In the data below, find the line containing "Extract the road", then set down that line and every later line up to and including the line containing "Turn the roads", exactly.
══ Records for processing
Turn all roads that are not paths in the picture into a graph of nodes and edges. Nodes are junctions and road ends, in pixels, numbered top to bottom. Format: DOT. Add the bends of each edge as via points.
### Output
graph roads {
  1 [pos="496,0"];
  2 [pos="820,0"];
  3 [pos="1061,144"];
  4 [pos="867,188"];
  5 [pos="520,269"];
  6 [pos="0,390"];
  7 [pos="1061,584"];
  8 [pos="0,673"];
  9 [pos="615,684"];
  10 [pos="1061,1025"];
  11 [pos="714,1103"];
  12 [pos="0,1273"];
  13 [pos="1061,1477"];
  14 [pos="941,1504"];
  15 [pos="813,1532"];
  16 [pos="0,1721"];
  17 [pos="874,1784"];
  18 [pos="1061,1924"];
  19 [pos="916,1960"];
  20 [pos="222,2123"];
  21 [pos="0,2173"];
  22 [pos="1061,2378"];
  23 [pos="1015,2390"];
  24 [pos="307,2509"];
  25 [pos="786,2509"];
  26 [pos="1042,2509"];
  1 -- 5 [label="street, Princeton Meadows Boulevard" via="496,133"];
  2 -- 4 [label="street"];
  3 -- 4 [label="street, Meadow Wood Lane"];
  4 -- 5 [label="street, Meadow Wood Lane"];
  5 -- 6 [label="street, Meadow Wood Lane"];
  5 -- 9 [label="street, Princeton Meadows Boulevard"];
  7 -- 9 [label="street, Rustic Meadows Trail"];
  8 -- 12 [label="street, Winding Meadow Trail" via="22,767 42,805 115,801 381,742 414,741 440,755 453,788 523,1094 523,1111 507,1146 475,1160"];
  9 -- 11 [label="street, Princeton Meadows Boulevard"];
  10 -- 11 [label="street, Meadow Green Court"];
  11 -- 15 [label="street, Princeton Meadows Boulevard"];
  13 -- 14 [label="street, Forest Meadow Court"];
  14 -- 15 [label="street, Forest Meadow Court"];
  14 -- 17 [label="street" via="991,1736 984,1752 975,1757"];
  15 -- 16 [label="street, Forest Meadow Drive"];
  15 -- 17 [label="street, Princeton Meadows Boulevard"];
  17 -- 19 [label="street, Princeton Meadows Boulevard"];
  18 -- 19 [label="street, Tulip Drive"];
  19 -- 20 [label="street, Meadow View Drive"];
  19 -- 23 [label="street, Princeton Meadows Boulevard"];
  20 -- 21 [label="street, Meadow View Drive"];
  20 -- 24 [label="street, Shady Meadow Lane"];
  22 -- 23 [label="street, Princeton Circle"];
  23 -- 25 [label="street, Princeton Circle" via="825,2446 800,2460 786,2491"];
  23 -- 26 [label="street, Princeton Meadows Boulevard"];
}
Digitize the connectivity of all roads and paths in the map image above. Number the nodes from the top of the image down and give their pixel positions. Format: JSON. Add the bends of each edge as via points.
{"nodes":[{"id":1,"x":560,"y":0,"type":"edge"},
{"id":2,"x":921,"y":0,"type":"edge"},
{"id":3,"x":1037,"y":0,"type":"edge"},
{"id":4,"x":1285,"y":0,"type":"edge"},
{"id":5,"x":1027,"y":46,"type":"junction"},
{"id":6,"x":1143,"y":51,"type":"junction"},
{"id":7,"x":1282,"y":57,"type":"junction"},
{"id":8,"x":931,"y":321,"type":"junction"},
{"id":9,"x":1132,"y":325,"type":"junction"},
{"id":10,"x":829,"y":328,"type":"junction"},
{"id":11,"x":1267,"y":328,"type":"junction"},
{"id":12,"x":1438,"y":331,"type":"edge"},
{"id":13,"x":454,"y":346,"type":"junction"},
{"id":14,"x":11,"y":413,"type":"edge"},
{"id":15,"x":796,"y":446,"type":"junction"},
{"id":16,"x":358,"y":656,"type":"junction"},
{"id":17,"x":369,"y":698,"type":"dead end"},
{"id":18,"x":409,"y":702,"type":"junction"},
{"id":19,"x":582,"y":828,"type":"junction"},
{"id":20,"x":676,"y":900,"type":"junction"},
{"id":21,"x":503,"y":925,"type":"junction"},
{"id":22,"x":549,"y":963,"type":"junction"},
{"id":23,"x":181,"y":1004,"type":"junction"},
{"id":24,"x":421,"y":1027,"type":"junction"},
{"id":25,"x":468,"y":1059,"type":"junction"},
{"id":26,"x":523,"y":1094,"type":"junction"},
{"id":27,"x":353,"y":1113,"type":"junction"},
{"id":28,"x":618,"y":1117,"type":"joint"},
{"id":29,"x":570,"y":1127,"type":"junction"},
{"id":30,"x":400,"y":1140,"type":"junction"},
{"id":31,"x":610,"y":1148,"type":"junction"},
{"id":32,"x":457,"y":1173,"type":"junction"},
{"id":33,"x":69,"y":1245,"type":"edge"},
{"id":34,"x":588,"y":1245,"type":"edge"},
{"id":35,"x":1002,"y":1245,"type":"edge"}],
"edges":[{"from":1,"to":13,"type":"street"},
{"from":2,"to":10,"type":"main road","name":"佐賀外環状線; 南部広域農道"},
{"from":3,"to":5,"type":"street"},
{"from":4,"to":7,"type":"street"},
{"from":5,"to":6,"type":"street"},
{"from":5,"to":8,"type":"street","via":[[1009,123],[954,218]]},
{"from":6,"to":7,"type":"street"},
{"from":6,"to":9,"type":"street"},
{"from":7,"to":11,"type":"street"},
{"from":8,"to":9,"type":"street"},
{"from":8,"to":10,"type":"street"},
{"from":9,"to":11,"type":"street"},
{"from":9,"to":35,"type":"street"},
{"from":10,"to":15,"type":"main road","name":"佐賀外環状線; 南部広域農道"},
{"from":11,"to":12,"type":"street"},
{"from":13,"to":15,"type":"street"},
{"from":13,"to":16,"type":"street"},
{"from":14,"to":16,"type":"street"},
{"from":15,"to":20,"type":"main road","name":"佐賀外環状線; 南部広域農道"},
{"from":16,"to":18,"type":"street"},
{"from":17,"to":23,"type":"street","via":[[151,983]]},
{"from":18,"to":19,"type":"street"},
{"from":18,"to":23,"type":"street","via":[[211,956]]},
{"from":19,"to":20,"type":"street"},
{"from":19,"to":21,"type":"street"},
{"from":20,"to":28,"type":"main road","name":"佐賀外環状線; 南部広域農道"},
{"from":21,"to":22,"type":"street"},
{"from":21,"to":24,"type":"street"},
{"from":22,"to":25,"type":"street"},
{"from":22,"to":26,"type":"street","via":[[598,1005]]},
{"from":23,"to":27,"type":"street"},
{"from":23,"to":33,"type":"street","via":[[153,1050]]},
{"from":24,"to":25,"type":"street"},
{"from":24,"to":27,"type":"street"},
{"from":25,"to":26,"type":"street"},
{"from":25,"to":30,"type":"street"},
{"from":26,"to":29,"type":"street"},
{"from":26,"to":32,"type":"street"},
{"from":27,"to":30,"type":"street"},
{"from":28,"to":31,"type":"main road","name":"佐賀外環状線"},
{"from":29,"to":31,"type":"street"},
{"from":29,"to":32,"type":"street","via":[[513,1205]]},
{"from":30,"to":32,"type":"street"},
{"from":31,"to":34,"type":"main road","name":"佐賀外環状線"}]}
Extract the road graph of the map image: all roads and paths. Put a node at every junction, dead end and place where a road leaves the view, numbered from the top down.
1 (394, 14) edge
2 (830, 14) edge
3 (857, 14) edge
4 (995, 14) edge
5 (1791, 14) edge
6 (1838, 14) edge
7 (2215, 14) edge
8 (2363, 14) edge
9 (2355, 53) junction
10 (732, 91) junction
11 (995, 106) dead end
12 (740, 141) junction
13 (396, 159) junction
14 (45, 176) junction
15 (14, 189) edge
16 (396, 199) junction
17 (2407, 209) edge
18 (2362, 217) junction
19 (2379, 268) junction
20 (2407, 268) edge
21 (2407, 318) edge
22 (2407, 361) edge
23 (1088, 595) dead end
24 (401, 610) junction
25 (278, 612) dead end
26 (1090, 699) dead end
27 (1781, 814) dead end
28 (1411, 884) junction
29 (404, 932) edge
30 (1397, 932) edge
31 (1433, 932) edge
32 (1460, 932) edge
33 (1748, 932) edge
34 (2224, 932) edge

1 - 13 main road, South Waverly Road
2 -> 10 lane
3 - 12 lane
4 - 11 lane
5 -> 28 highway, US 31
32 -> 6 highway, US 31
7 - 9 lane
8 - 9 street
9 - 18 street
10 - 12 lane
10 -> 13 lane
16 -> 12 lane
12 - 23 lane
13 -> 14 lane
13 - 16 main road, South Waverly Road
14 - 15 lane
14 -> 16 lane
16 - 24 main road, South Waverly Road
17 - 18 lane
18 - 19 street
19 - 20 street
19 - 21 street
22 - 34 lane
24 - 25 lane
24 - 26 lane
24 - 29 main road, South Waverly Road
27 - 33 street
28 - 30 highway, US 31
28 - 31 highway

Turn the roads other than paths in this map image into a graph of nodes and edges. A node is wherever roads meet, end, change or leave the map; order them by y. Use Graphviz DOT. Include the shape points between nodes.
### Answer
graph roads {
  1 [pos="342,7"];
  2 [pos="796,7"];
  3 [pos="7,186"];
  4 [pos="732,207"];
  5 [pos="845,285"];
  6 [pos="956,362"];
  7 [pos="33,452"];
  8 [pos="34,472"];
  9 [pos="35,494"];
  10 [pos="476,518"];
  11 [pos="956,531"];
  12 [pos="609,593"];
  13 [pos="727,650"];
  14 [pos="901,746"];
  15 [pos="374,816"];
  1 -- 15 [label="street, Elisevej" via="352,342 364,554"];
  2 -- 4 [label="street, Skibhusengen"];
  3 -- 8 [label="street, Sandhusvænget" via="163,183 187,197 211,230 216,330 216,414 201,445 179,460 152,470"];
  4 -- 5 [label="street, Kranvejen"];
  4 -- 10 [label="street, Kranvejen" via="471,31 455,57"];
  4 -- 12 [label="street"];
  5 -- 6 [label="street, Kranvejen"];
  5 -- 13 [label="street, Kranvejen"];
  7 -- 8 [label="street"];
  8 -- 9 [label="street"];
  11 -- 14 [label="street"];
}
════
- [Output of the exercise]
Extract the road graph of the map image: all roads and paths. Put a node at every junction, dead end and place where a road leaves the view, numbered from the top down.
1 (394, 14) edge
2 (830, 14) edge
3 (857, 14) edge
4 (995, 14) edge
5 (1791, 14) edge
6 (1838, 14) edge
7 (2215, 14) edge
8 (2363, 14) edge
9 (2355, 53) junction
10 (732, 91) junction
11 (995, 106) dead end
12 (740, 141) junction
13 (396, 159) junction
14 (45, 176) junction
15 (14, 189) edge
16 (396, 199) junction
17 (2407, 209) edge
18 (2362, 217) junction
19 (2379, 268) junction
20 (2407, 268) edge
21 (2407, 318) edge
22 (2407, 361) edge
23 (1088, 595) dead end
24 (401, 610) junction
25 (278, 612) dead end
26 (1090, 699) dead end
27 (1781, 814) dead end
28 (1411, 884) junction
29 (404, 932) edge
30 (1397, 932) edge
31 (1433, 932) edge
32 (1460, 932) edge
33 (1748, 932) edge
34 (2224, 932) edge

1 - 13 main road, South Waverly Road
2 -> 10 lane
3 - 12 lane
4 - 11 lane
5 -> 28 highway, US 31
32 -> 6 highway, US 31
7 - 9 lane
8 - 9 street
9 - 18 street
10 - 12 lane
10 -> 13 lane
16 -> 12 lane
12 - 23 lane
13 -> 14 lane
13 - 16 main road, South Waverly Road
14 - 15 lane
14 -> 16 lane
16 - 24 main road, South Waverly Road
17 - 18 lane
18 - 19 street
19 - 20 street
19 - 21 street
22 - 34 lane
24 - 25 lane
24 - 26 lane
24 - 29 main road, South Waverly Road
27 - 33 street
28 - 30 highway, US 31
28 - 31 highway

Turn the roads other than paths in this map image into a graph of nodes and edges. A node is wherever roads meet, end, change or leave the map; order them by y. Use Graphviz DOT. Include the shape points between nodes.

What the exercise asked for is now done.